Recovery Overhead. Once failure occurs, the checkpoint-free solution has to reload the splits of input data and executes partitioning. However, the partitioning shuffles data via the network during recovery, which introduces additional overhead. We take Fig. 1(b) as an example to illustrate this. Once \(N_2\) fails at \(S_2\), the checkpoint-free solution asks \(N_1\) and \(N_2\) to reload input data. Then, \(N_1\) recovers the vertex C by shuffle, i.e., \(N_1\) sends C via the network to \(N_2\) after reading C from split1. Clearly, the checkpoint-free solution avoids the additional overhead incurred by shuffle if \(N_2\) can read the vertex C directly.

Inaccuracy. Besides recovery overhead, the checkpoint-free solution leads to a decrease in the result accuracy to recover graph algorithms with topological mutations.

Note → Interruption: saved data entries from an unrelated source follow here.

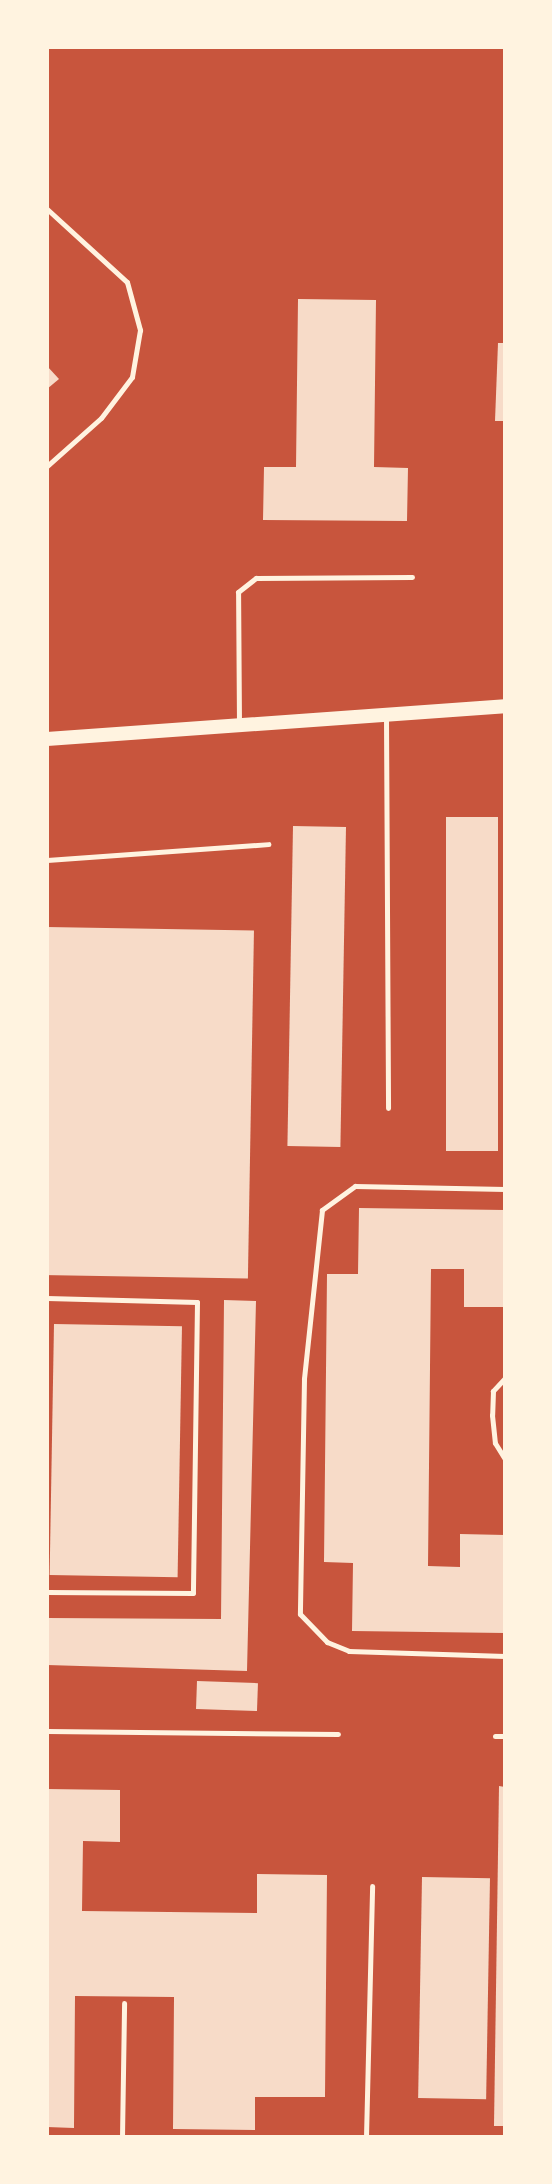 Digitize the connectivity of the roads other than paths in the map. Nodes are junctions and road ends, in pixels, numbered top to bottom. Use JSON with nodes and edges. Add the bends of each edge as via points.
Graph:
{"nodes":[{"id":1,"x":47,"y":209,"type":"edge"},
{"id":2,"x":47,"y":466,"type":"edge"},
{"id":3,"x":412,"y":577,"type":"dead end"},
{"id":4,"x":505,"y":706,"type":"edge"},
{"id":5,"x":386,"y":714,"type":"junction"},
{"id":6,"x":239,"y":726,"type":"junction"},
{"id":7,"x":47,"y":739,"type":"edge"},
{"id":8,"x":268,"y":844,"type":"dead end"},
{"id":9,"x":47,"y":860,"type":"edge"},
{"id":10,"x":388,"y":1108,"type":"dead end"},
{"id":11,"x":505,"y":1189,"type":"edge"},
{"id":12,"x":47,"y":1298,"type":"edge"},
{"id":13,"x":505,"y":1378,"type":"edge"},
{"id":14,"x":505,"y":1459,"type":"edge"},
{"id":15,"x":47,"y":1592,"type":"edge"},
{"id":16,"x":505,"y":1656,"type":"edge"},
{"id":17,"x":47,"y":1731,"type":"edge"},
{"id":18,"x":338,"y":1734,"type":"dead end"},
{"id":19,"x":495,"y":1736,"type":"dead end"},
{"id":20,"x":505,"y":1736,"type":"edge"},
{"id":21,"x":372,"y":1886,"type":"dead end"},
{"id":22,"x":124,"y":2003,"type":"dead end"},
{"id":23,"x":122,"y":2137,"type":"edge"},
{"id":24,"x":366,"y":2137,"type":"edge"}],
"edges":[{"from":1,"to":2,"type":"lane","via":[[127,282],[140,330],[132,377],[102,418]]},
{"from":3,"to":6,"type":"lane","via":[[256,578],[238,592]]},
{"from":4,"to":5,"type":"main road"},
{"from":5,"to":6,"type":"main road"},
{"from":5,"to":10,"type":"lane"},
{"from":6,"to":7,"type":"main road"},
{"from":8,"to":9,"type":"lane"},
{"from":11,"to":16,"type":"lane","via":[[355,1186],[322,1210],[304,1379],[300,1614],[327,1642],[349,1651]]},
{"from":12,"to":15,"type":"lane","via":[[197,1302],[193,1593]]},
{"from":13,"to":14,"type":"lane","via":[[494,1391],[492,1415],[495,1443]]},
{"from":17,"to":18,"type":"lane"},
{"from":19,"to":20,"type":"lane"},
{"from":21,"to":24,"type":"lane"},
{"from":22,"to":23,"type":"lane"}]}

To elaborate this, Fig. 2 shows the normal execution and failure recovery of maximum value graph job with topological mutations. As shown in Fig. 2(a), the vertex B sends the maximum value 6 as a messages to C by edge \(\langle B, C \rangle \) during normal execution. Then, the vertex C updates its value to 6 at \(S_2\). Meanwhile, the job removes the edges \(\langle B, C \rangle \) and \(\langle C, B \rangle \). Subsequently, the job updates the value of vertex D to 6 and finishes the computation at \(S_3\). Once \(N_2\) fails at \(S_2\), as shown in Fig. 2(b), the checkpoint-free solution employs the same way as Fig. 1(b), i.e., reloading input data, to recover the topology of \(N_2\) to initial topology at \(S_0\). Moreover, for normal node \(N_1\), the checkpoint-free solution keeps its topology unchanged. Hence, at superstep \(S_3\), there is an edge \(\langle C, B \rangle \) but no edge \(\langle B, C \rangle \) in the graph. Without the edge \(\langle B, C \rangle \), vertex B is unable to send the maximum value 6 as a messages to C again. Hence, C and D cannot update their values to the maximum value 6, so that the job eventually outputs inaccurate results.

Further, combining the above example, we summarize the reasons for the inaccuracy introduced by the checkpoint-free solution. There two reasons for the inaccuracy: (a) computation on the failed nodes requires messages from the normal nodes, while topological mutations break the link used to transfer message from the vertices on normal nodes to the vertices on failed nodes; (b) the checkpoint-free solution does not fix these links, since it keeps the topology of the normal nodes unchanged during recovery.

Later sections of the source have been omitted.